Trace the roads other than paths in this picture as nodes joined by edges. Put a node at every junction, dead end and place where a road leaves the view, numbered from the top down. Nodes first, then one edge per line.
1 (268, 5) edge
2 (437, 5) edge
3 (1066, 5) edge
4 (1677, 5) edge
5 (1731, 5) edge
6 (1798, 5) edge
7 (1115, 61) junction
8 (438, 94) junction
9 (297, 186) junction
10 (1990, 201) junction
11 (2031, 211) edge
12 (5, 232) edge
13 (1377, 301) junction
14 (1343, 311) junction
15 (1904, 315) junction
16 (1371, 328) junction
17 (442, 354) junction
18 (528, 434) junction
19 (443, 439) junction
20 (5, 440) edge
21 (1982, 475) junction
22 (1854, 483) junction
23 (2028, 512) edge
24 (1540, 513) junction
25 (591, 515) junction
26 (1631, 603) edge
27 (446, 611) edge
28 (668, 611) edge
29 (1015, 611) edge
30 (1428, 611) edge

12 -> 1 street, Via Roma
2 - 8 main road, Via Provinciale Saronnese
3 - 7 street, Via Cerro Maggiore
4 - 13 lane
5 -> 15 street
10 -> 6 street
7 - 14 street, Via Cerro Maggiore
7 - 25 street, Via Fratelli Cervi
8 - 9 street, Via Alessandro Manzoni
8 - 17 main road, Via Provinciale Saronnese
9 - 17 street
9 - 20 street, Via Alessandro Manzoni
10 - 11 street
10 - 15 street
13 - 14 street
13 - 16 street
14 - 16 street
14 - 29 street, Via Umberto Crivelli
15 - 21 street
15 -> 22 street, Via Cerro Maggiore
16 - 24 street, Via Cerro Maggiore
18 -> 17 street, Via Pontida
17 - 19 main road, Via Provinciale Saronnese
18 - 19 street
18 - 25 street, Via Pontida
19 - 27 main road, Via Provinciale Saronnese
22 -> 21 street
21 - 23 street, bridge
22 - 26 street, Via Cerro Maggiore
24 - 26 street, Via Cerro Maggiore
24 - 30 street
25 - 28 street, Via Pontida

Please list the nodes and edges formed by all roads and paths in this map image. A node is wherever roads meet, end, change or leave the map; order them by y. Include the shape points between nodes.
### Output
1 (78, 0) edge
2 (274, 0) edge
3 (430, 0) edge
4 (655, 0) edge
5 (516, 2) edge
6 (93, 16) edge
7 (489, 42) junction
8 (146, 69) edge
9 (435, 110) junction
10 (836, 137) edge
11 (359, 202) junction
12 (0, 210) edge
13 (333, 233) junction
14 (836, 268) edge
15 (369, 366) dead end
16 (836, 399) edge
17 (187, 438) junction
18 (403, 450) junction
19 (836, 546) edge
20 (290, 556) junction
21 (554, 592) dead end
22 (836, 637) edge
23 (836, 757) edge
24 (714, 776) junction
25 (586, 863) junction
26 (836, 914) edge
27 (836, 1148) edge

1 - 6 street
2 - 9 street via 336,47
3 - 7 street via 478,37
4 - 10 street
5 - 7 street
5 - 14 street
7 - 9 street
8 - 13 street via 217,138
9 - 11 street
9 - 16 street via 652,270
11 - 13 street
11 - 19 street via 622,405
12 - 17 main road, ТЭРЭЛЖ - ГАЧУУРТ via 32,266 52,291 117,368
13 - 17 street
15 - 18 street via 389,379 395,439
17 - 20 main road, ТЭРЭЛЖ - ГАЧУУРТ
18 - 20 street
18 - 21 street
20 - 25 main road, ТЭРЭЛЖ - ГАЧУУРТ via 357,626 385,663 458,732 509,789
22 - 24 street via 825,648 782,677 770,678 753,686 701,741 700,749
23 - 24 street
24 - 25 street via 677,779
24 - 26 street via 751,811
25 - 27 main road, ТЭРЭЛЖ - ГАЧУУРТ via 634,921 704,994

|---|

== WORK TO BE COMPLETED ==
Among the records, find each line where the word "node" occurs, and copy it.

== WRITTEN ANSWER ==
Trace the roads other than paths in this picture as nodes joined by edges. Put a node at every junction, dead end and place where a road leaves the view, numbered from the top down. Nodes first, then one edge per line.
Please list the nodes and edges formed by all roads and paths in this map image. A node is wherever roads meet, end, change or leave the map; order them by y. Include the shape points between nodes.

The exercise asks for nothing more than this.